• [Exercise aim]
Go through the listing below and write out exactly the lines from the one that mentions "pinky tip: (1076, 837)" through the one that mentions "index mcp: (495, 393)", minus the pictures.

• [Exercise data]
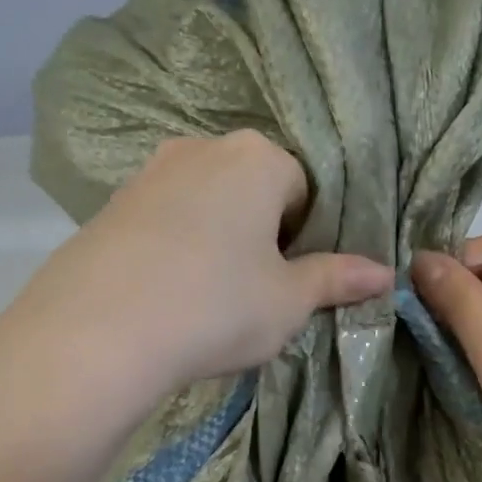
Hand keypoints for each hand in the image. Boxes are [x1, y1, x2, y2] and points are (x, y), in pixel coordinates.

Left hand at [0, 132, 392, 408]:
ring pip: (206, 203)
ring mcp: (149, 173)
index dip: (306, 236)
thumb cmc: (216, 306)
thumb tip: (386, 273)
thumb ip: (337, 280)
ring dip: (218, 240)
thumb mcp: (288, 302)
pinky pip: (163, 220)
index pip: (304, 187)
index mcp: (257, 158)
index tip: (292, 279)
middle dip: (262, 233)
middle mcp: (201, 148)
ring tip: (208, 295)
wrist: (96, 332)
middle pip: (253, 189)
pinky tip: (167, 292)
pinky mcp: (110, 205)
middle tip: (255, 290)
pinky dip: (175, 248)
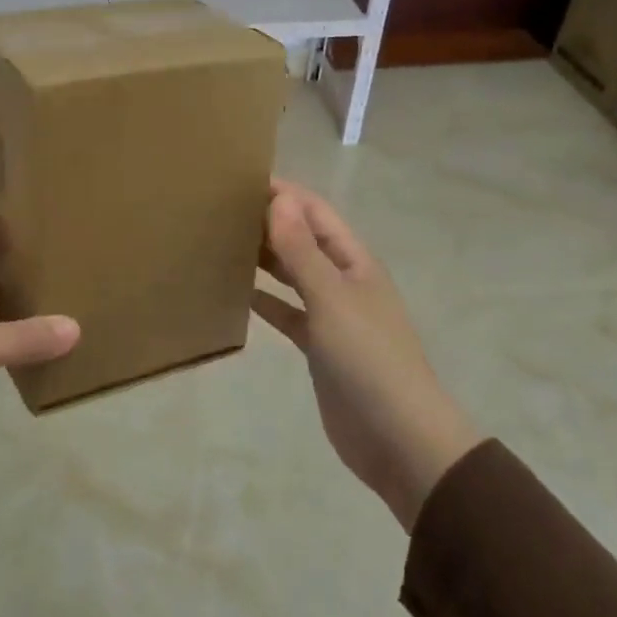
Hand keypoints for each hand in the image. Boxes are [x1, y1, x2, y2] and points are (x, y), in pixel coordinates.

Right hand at [252, 179, 482, 529]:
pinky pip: (286, 313)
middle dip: (270, 222)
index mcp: (354, 262)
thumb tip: (279, 198)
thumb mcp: (332, 299)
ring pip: (292, 275)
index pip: (315, 213)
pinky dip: (264, 301)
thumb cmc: (368, 359)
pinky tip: (236, 293)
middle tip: (220, 209)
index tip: (240, 179)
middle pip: (303, 240)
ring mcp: (331, 315)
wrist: (397, 437)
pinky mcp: (318, 346)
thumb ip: (302, 251)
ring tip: (221, 241)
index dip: (284, 194)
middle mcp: (343, 281)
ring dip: (264, 259)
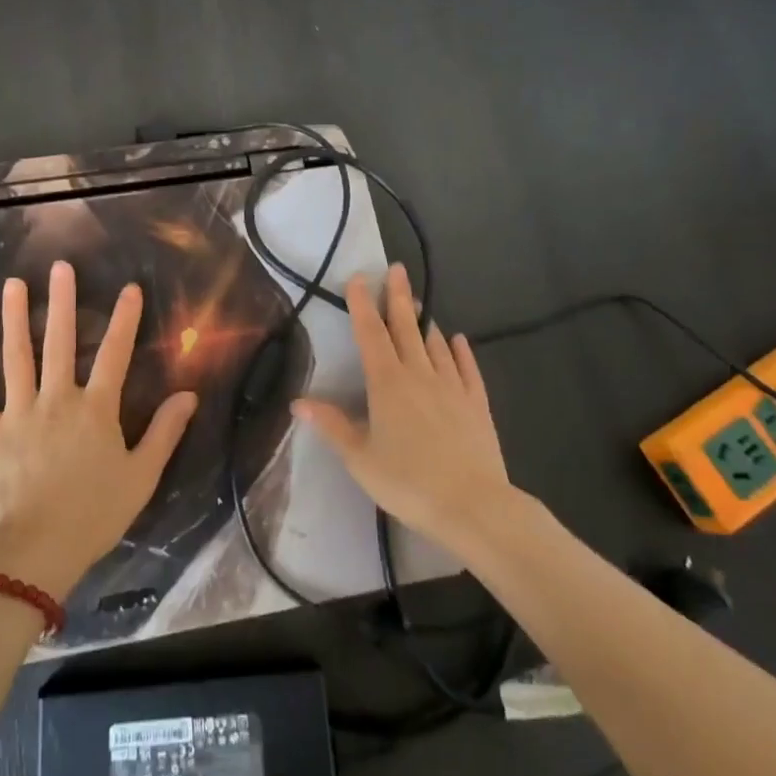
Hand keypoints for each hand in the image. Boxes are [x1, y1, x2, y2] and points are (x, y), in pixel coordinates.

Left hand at [0, 261, 197, 601]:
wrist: (39, 549)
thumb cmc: (95, 513)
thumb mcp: (141, 475)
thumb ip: (164, 432)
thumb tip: (188, 395)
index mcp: (95, 409)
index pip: (114, 354)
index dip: (124, 320)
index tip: (129, 289)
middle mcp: (56, 399)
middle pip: (60, 342)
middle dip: (61, 302)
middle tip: (60, 267)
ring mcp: (18, 413)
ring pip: (16, 358)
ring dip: (14, 319)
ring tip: (12, 285)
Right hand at [293, 264, 515, 548]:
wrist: (473, 505)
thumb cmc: (408, 482)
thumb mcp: (360, 458)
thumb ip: (332, 425)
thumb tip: (298, 401)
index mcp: (387, 383)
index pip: (370, 334)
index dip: (362, 304)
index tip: (358, 277)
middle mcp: (419, 375)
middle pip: (406, 328)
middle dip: (398, 297)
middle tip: (397, 269)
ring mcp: (452, 387)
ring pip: (436, 345)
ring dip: (424, 322)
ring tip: (418, 304)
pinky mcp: (477, 404)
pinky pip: (467, 369)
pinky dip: (461, 351)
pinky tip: (458, 340)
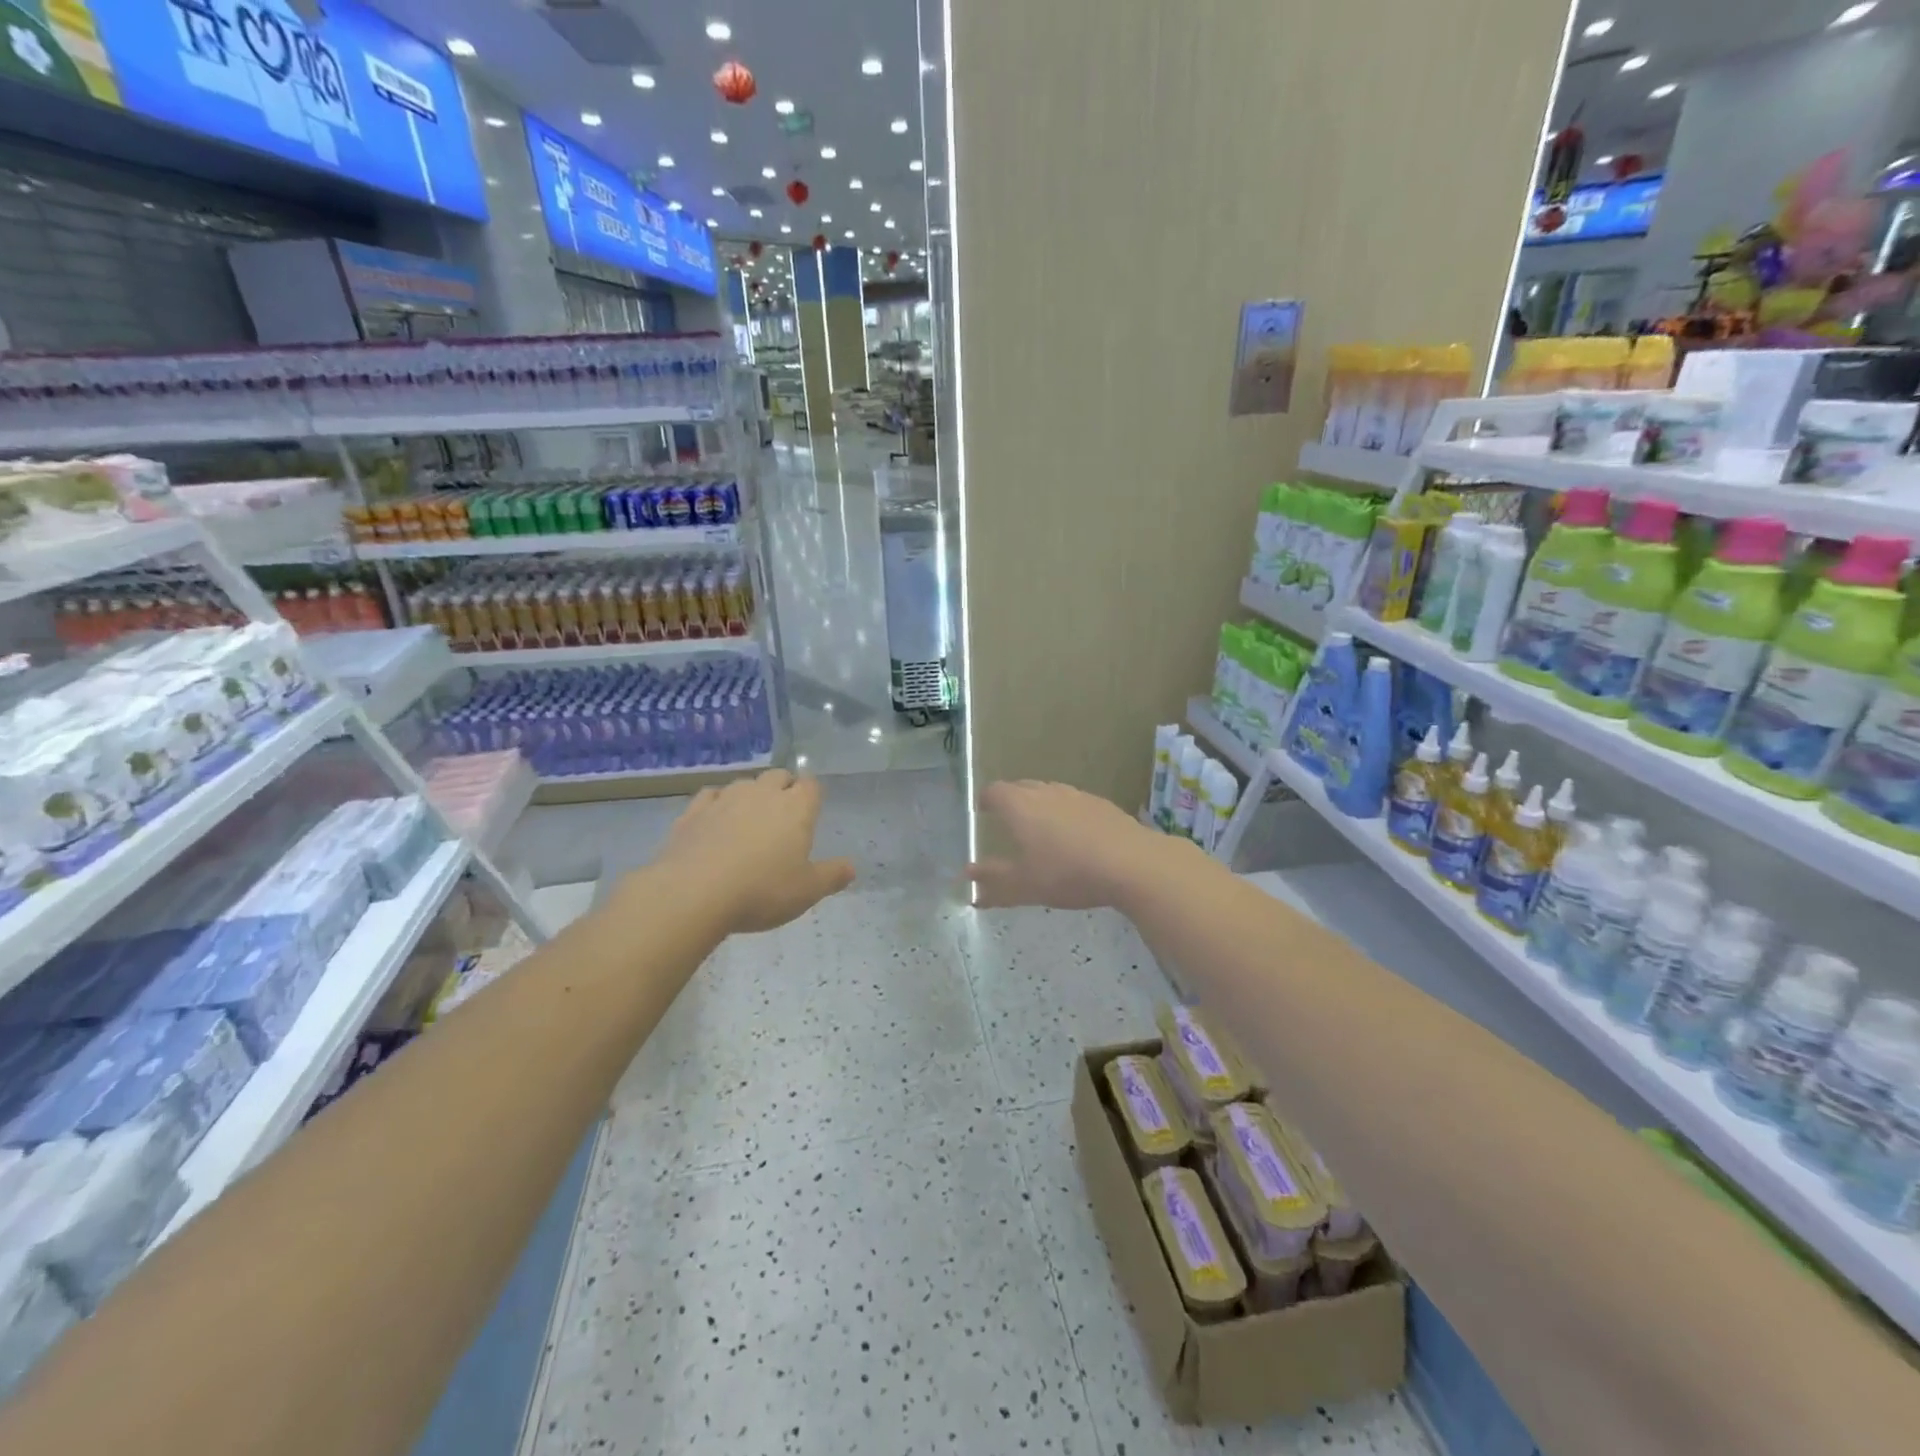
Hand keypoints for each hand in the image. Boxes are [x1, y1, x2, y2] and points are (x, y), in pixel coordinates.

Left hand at [660, 770, 854, 932]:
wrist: (693, 893)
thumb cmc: (761, 890)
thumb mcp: (807, 891)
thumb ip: (832, 876)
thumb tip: (851, 867)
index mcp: (796, 808)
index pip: (811, 785)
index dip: (812, 796)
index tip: (811, 812)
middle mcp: (762, 794)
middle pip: (778, 776)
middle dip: (783, 788)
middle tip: (783, 816)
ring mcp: (725, 799)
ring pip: (744, 783)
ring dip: (751, 795)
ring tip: (749, 820)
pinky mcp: (693, 811)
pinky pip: (710, 795)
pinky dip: (717, 803)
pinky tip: (715, 820)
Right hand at [967, 780, 1169, 910]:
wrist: (1131, 863)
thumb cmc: (1067, 873)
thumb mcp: (1024, 885)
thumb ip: (993, 881)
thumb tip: (967, 875)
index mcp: (1020, 806)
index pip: (995, 791)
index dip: (986, 800)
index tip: (983, 811)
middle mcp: (1046, 792)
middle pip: (1022, 787)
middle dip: (1012, 800)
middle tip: (1008, 821)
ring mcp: (1076, 795)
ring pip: (1050, 792)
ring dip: (1041, 805)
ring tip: (1042, 829)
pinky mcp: (1102, 804)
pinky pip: (1074, 803)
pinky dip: (1067, 814)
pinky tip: (1076, 837)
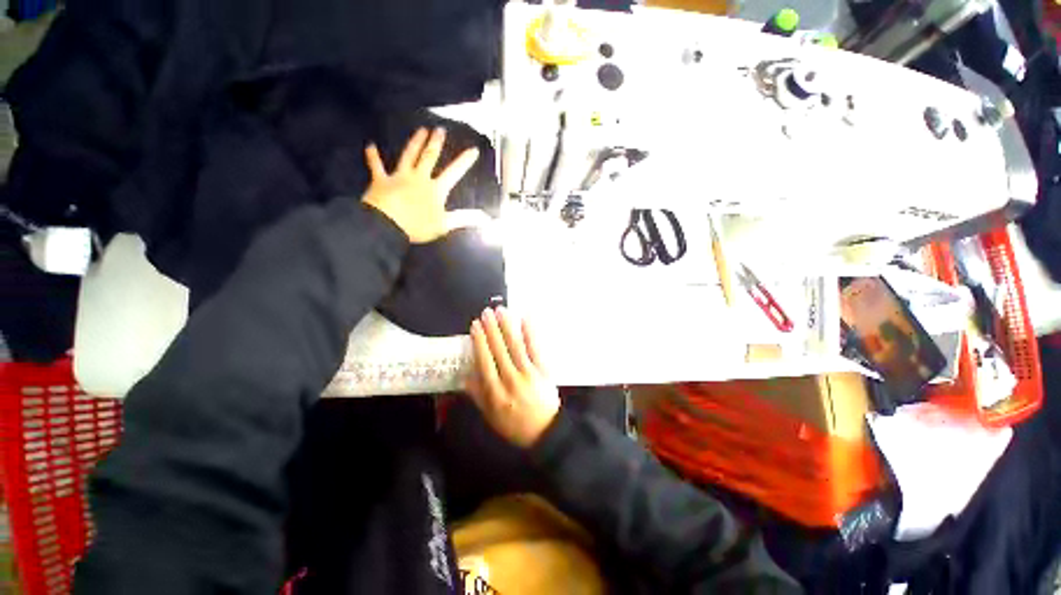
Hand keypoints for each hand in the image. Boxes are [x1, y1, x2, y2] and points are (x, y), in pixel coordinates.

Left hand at [362, 128, 479, 243]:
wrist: (387, 224)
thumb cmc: (418, 225)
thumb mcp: (445, 224)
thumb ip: (465, 218)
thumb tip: (486, 217)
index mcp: (435, 189)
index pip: (454, 173)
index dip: (464, 161)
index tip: (473, 149)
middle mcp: (419, 178)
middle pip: (429, 157)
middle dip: (436, 143)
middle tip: (440, 129)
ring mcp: (399, 176)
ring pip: (408, 156)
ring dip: (414, 143)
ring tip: (420, 130)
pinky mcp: (381, 180)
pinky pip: (376, 166)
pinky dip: (373, 156)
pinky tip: (370, 146)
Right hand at [466, 308, 560, 448]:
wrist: (545, 432)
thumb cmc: (514, 425)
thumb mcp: (491, 416)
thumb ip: (478, 395)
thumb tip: (465, 376)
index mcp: (495, 393)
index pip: (485, 362)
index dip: (479, 342)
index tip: (475, 326)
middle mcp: (511, 380)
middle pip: (499, 350)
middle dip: (492, 329)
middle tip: (486, 312)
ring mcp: (529, 374)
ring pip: (515, 346)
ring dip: (507, 327)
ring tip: (501, 311)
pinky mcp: (543, 370)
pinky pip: (535, 349)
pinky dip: (530, 333)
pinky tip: (525, 319)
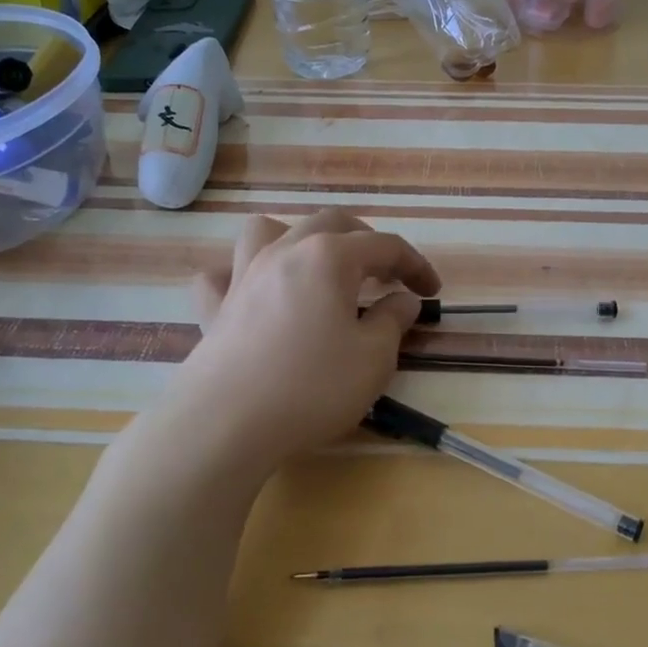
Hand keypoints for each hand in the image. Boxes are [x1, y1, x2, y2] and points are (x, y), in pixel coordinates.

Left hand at [175, 210, 440, 462]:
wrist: (226, 423)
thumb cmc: (312, 386)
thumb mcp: (373, 358)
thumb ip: (393, 320)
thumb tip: (402, 300)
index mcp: (329, 257)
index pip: (385, 245)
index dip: (415, 264)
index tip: (432, 291)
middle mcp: (285, 252)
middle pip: (331, 224)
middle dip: (366, 241)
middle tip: (386, 274)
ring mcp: (243, 276)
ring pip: (267, 230)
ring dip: (297, 238)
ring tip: (314, 266)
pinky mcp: (214, 308)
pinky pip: (222, 276)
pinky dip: (239, 276)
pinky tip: (253, 294)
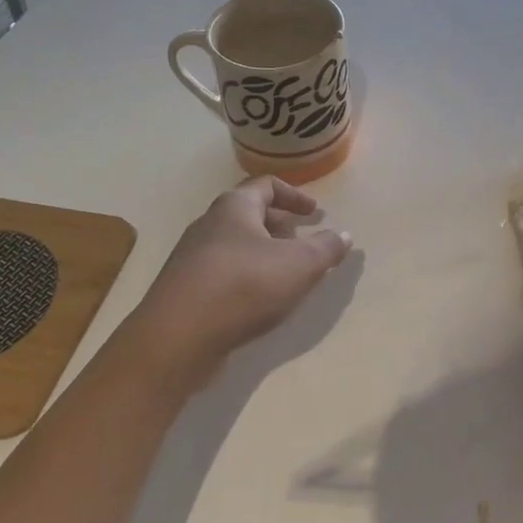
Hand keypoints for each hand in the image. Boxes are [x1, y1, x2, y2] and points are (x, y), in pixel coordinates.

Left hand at [124, 177, 353, 387]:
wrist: (178, 336)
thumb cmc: (244, 286)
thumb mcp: (299, 265)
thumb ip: (326, 248)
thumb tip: (344, 235)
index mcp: (234, 208)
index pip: (266, 186)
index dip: (295, 196)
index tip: (315, 213)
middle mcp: (209, 225)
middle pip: (249, 214)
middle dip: (280, 225)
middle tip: (304, 242)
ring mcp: (192, 258)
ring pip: (236, 245)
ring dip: (264, 253)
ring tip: (287, 274)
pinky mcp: (186, 289)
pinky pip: (223, 272)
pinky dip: (247, 277)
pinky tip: (260, 300)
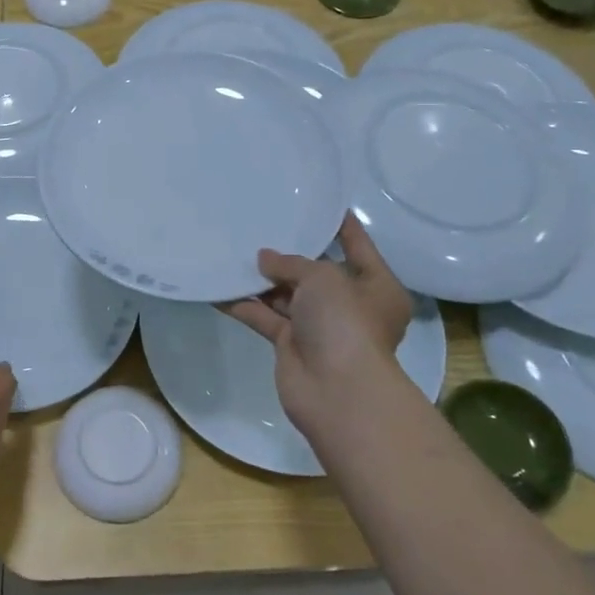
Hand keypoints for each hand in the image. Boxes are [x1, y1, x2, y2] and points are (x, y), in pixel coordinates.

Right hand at [223, 216, 414, 437]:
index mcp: (375, 285)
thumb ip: (290, 263)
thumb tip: (263, 259)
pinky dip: (243, 304)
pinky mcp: (291, 344)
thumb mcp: (322, 277)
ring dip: (261, 279)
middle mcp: (349, 305)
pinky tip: (218, 287)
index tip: (317, 203)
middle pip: (315, 272)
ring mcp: (319, 326)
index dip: (339, 225)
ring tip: (233, 250)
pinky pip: (264, 317)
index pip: (357, 246)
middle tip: (260, 225)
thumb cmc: (345, 322)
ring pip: (286, 295)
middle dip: (288, 255)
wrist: (337, 390)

• [The answer]
pinky tip: (1076, 837)
Hand keypoints for each hand in the image. Boxes are [x1, y1, x2, y2] and points are (x, y), in pixel coordinates.

Left hand at [362, 128, 479, 243]:
wrist: (387, 224)
thumb cmc: (418, 225)
thumb mcp: (445, 224)
thumb ip: (465, 218)
thumb tip: (486, 217)
index mcp: (435, 189)
index pip: (454, 173)
index dip: (464, 161)
index tip: (473, 149)
middle mcp: (419, 178)
middle pip: (429, 157)
middle dip: (436, 143)
middle tip: (440, 129)
ring mcp: (399, 176)
ring pip: (408, 156)
ring dip: (414, 143)
ring tip: (420, 130)
pinky mcp: (381, 180)
pinky pip: (376, 166)
pinky dip: (373, 156)
pinky tip: (370, 146)
Right hand at [466, 308, 560, 448]:
wrist: (545, 432)
thumb cmc: (514, 425)
thumb mcp: (491, 416)
thumb ip: (478, 395)
thumb tip: (465, 376)
index mcp: (495, 393)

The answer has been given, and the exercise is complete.